### WHAT NEEDS TO BE DONE
Which lines below hold the word "八戸百石線"? Copy all of them.

### RECORDS FOR THIS EXERCISE
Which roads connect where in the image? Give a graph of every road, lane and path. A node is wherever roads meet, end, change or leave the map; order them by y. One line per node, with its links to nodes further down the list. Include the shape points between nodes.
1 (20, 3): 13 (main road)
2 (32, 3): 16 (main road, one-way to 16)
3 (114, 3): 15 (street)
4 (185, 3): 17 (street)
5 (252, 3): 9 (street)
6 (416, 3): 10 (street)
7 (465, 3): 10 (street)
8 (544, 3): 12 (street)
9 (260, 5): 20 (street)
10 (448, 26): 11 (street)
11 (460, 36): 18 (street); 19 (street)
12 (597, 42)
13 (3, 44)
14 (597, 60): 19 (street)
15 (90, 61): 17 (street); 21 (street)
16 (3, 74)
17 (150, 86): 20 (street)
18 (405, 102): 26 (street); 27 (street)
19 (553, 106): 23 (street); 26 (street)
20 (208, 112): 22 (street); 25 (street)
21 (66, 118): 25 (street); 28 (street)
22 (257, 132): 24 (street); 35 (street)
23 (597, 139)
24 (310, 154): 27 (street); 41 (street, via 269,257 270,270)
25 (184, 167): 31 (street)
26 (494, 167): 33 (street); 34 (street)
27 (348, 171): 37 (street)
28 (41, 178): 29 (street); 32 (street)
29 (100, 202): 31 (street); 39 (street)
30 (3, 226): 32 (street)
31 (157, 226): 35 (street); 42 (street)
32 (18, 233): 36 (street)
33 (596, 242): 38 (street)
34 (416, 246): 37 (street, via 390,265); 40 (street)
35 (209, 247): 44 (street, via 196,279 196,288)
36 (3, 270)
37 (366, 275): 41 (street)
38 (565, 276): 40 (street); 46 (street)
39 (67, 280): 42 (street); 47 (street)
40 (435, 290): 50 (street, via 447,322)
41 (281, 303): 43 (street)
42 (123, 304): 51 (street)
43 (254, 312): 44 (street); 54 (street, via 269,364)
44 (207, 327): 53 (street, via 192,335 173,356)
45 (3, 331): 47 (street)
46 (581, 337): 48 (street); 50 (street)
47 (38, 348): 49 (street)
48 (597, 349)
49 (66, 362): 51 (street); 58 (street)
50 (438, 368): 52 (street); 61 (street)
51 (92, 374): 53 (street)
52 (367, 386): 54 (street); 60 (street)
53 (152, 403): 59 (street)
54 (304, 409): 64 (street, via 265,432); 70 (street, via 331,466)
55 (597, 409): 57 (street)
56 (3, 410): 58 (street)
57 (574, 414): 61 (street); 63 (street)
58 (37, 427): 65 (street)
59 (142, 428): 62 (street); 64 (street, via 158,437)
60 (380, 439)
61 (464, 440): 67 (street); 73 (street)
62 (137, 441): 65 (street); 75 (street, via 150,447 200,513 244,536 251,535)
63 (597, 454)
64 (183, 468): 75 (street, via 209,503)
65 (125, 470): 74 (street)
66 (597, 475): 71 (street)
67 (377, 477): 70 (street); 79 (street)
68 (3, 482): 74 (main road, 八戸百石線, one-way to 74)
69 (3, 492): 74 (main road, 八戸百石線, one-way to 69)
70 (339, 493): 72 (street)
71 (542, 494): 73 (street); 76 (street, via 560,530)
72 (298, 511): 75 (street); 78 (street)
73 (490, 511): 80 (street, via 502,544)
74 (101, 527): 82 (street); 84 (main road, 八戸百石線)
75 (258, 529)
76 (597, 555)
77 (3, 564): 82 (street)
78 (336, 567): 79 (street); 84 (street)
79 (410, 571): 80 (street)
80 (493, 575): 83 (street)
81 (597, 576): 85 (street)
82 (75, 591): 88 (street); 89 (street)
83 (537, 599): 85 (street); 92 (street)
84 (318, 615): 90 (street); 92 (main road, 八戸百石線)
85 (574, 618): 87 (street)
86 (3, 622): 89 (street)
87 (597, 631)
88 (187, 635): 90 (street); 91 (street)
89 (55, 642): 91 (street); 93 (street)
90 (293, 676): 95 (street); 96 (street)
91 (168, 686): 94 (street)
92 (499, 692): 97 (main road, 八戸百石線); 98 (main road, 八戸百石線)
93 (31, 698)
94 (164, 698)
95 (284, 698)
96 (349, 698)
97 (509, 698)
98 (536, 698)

### RESULT OF THIS TASK
68 (3, 482): 74 (main road, 八戸百石線, one-way to 74)
69 (3, 492): 74 (main road, 八戸百石線, one-way to 69)
74 (101, 527): 82 (street); 84 (main road, 八戸百石線)
84 (318, 615): 90 (street); 92 (main road, 八戸百石線)
92 (499, 692): 97 (main road, 八戸百石線); 98 (main road, 八戸百石線)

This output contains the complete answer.